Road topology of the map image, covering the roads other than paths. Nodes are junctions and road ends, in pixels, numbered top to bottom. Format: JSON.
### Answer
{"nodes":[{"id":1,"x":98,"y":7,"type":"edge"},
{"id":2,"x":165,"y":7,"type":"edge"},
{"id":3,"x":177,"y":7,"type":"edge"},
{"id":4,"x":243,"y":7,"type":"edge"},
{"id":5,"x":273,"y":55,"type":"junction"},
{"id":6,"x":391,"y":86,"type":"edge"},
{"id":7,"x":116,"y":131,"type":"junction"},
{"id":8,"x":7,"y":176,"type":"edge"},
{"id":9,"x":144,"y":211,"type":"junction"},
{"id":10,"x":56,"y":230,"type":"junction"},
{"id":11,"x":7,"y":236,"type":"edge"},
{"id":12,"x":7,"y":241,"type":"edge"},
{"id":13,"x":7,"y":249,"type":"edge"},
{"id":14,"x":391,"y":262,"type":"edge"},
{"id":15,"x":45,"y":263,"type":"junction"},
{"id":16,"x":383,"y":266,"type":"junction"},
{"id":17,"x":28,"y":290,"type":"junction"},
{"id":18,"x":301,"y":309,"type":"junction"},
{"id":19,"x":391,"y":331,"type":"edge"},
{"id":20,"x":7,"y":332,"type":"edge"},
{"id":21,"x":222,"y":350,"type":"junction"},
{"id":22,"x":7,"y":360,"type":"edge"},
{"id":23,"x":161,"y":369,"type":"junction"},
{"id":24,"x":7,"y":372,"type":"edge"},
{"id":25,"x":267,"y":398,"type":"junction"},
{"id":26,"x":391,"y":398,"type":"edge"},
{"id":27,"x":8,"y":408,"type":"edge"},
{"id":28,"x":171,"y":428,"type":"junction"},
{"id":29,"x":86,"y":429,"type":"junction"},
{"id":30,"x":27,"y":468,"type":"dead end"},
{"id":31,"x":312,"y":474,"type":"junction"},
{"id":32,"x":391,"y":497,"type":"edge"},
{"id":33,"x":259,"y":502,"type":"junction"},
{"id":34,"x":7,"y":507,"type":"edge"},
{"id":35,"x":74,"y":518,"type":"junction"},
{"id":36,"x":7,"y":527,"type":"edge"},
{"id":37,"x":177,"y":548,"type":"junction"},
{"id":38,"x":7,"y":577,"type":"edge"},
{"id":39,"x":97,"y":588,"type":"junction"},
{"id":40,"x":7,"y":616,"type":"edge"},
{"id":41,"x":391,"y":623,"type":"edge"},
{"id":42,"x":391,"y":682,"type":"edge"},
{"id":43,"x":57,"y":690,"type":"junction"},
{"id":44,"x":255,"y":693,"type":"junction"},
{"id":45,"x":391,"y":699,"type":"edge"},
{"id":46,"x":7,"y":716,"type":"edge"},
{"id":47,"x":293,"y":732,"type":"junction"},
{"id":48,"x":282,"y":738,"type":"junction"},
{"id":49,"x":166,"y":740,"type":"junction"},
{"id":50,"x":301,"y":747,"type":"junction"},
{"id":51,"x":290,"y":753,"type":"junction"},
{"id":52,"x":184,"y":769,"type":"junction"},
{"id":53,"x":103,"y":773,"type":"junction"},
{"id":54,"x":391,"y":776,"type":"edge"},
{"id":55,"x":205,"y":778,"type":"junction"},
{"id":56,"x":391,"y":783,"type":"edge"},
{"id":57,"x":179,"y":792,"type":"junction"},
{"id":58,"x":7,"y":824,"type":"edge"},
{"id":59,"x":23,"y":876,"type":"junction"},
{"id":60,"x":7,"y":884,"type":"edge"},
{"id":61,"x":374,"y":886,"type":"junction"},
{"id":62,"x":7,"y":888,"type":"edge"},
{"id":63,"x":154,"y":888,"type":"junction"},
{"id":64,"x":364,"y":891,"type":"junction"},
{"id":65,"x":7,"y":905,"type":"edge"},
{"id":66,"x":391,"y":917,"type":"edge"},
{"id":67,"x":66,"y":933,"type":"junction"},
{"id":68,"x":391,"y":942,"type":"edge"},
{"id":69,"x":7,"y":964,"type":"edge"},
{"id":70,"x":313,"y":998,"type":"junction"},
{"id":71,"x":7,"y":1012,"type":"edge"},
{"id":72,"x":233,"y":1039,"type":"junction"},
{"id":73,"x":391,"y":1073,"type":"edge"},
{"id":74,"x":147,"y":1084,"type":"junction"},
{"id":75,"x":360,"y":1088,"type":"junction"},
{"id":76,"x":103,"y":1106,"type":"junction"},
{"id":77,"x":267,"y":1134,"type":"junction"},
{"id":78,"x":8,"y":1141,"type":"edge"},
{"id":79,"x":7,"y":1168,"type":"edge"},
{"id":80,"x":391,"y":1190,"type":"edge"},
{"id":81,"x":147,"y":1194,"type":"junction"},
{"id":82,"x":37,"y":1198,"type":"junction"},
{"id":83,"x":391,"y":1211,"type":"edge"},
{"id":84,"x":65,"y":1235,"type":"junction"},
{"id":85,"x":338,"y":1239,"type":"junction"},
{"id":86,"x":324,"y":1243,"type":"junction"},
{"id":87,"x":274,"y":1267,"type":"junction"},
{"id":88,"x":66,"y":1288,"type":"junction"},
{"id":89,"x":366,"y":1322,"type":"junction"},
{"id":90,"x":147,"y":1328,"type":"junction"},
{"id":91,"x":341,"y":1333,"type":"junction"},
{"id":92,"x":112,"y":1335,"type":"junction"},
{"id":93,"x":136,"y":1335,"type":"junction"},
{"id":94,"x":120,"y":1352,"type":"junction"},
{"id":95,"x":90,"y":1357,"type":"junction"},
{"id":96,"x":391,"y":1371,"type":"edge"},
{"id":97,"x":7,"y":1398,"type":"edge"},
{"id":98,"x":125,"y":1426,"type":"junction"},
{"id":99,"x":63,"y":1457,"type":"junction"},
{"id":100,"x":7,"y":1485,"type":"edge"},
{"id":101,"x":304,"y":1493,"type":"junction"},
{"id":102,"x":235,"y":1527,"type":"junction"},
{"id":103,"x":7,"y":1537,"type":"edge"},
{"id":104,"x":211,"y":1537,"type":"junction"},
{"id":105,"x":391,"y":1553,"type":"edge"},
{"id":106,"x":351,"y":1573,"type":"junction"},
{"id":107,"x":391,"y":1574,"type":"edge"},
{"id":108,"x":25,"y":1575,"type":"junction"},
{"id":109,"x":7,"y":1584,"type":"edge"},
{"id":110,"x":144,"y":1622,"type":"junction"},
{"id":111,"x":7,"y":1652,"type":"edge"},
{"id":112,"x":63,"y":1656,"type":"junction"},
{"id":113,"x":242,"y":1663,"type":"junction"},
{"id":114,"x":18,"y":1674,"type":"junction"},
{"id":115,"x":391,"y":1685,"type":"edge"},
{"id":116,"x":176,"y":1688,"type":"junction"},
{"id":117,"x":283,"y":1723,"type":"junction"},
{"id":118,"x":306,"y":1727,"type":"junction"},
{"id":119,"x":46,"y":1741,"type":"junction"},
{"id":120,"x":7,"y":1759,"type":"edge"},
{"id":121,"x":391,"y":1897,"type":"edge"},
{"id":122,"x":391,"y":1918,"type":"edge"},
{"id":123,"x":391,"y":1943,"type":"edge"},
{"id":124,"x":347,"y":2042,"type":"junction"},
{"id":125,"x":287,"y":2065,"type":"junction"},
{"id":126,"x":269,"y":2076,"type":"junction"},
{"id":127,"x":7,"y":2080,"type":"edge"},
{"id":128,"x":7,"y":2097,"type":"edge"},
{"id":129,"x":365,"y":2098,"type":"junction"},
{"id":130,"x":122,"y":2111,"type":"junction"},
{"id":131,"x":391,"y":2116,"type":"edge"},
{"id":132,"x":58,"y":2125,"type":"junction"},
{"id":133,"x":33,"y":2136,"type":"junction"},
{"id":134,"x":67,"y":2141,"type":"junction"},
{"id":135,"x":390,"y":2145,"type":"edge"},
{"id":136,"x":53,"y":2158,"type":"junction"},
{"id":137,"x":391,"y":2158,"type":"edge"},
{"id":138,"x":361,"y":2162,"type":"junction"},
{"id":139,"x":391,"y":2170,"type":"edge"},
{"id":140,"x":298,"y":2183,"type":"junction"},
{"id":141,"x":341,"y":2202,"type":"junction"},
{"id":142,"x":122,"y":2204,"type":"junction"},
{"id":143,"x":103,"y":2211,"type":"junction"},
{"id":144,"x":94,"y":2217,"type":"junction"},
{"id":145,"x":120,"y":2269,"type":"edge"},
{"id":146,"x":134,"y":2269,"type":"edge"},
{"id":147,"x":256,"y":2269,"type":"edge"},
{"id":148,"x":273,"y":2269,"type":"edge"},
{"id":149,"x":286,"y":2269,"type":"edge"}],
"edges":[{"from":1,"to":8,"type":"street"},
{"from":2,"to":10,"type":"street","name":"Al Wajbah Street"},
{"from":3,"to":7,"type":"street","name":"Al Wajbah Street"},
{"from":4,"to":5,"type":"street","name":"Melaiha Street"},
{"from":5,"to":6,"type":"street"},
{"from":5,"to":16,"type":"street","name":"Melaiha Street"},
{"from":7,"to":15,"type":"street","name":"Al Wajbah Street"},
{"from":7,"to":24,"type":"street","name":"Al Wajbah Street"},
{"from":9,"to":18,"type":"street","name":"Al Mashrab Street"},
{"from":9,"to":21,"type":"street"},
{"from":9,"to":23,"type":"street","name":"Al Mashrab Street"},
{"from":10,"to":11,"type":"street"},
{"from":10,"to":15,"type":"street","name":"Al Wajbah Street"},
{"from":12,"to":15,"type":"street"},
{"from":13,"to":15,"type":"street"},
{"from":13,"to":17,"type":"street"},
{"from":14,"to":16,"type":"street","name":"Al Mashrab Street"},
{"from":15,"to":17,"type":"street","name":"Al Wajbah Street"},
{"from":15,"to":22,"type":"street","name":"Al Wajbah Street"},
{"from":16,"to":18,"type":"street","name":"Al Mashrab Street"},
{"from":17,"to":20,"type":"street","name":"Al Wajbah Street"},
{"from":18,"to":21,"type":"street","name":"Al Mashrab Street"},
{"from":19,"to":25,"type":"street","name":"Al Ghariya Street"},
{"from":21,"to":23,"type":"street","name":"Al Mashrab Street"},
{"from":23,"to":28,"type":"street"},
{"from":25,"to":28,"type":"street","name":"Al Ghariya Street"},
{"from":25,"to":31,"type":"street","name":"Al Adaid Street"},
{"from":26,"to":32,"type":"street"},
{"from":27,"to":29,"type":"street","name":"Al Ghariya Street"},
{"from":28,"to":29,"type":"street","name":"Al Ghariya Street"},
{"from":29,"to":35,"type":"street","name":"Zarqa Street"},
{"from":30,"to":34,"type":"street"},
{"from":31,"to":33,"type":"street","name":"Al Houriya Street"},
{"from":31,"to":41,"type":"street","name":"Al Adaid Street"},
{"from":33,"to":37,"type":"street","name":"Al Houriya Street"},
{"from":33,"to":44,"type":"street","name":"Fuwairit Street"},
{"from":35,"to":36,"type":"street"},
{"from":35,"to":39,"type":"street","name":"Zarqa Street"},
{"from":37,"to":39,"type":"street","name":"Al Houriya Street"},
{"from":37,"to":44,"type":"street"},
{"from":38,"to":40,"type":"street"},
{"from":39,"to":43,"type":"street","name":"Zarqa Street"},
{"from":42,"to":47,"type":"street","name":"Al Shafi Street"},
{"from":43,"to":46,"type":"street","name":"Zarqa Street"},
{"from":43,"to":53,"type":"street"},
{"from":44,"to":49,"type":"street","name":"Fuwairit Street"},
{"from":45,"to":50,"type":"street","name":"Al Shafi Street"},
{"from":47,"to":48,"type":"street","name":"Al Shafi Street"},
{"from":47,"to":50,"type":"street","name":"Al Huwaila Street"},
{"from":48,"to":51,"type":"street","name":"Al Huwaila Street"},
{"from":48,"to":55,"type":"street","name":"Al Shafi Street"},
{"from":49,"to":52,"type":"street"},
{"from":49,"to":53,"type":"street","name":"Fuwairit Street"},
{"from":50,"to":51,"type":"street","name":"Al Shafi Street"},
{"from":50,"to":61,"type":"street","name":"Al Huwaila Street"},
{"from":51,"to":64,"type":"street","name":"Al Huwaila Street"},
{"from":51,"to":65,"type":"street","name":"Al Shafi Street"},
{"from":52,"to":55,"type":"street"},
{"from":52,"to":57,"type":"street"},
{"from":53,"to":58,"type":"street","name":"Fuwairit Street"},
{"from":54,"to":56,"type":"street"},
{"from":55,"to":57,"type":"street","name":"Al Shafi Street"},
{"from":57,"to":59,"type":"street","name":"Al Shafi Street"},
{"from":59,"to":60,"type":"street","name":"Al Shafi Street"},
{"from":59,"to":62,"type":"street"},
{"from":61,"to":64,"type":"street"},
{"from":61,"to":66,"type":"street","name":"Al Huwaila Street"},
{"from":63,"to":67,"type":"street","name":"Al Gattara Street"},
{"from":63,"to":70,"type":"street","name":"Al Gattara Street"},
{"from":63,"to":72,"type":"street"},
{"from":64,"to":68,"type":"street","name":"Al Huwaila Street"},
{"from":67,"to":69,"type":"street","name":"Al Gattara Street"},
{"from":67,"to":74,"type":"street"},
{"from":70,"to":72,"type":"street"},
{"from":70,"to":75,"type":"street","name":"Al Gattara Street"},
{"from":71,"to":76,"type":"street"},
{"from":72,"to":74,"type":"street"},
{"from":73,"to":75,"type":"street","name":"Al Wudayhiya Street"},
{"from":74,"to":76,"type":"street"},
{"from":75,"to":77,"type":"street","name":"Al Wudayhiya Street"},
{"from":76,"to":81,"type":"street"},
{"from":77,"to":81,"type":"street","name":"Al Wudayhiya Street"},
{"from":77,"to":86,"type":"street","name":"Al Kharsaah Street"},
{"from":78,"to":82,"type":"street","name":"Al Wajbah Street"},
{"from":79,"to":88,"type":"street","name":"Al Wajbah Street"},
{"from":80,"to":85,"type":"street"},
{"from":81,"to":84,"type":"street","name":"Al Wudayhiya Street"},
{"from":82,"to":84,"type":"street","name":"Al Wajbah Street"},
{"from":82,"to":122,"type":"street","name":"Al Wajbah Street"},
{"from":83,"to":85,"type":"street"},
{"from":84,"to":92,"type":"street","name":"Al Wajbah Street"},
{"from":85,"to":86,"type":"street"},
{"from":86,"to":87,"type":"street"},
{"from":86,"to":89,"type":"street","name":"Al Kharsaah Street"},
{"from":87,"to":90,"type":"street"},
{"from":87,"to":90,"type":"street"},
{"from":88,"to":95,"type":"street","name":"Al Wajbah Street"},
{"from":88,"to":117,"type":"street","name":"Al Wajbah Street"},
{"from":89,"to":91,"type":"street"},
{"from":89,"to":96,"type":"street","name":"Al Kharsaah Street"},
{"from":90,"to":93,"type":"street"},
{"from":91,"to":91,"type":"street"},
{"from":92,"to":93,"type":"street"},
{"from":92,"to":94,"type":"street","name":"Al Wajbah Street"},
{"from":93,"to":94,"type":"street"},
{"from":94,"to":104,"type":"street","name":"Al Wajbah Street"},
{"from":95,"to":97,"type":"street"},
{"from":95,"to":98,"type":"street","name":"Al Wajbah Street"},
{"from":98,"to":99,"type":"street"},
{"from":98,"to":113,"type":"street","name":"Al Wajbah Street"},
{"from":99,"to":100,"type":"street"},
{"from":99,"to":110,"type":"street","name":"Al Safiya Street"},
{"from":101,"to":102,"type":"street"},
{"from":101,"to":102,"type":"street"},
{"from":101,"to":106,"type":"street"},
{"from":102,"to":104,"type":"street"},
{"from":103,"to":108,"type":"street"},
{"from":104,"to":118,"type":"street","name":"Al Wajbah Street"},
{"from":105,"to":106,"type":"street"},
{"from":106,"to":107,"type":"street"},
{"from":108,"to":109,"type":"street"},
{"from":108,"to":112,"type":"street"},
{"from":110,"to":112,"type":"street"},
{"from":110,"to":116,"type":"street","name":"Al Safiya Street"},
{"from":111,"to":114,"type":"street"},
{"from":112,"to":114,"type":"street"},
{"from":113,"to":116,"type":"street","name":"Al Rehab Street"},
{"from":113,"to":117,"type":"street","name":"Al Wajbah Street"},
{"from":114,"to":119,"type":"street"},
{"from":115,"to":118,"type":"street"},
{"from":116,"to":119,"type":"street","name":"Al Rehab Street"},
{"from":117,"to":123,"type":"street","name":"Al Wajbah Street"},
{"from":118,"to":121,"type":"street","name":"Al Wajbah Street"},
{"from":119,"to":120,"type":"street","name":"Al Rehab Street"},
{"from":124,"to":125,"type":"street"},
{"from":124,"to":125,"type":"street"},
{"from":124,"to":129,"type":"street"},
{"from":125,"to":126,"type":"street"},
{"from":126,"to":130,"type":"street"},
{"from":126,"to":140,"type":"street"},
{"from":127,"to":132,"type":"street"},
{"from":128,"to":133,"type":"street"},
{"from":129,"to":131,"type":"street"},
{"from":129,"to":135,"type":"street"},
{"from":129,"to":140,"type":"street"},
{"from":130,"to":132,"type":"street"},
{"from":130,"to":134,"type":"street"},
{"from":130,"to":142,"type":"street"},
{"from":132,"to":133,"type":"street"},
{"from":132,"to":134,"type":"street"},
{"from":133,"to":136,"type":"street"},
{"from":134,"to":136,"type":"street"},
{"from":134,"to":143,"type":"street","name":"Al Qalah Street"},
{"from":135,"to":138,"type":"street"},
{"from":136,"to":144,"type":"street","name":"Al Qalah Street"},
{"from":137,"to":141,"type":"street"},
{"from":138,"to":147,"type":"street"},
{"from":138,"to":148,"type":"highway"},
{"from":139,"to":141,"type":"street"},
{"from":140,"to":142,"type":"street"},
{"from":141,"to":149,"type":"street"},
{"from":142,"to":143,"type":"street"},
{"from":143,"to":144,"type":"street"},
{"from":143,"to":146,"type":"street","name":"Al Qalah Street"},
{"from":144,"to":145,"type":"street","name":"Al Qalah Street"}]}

======

Among the lines above, which hold the word "Fuwairit"? Report each one.

{"from":33,"to":44,"type":"street","name":"Fuwairit Street"},
{"from":44,"to":49,"type":"street","name":"Fuwairit Street"},
{"from":49,"to":53,"type":"street","name":"Fuwairit Street"},
{"from":53,"to":58,"type":"street","name":"Fuwairit Street"},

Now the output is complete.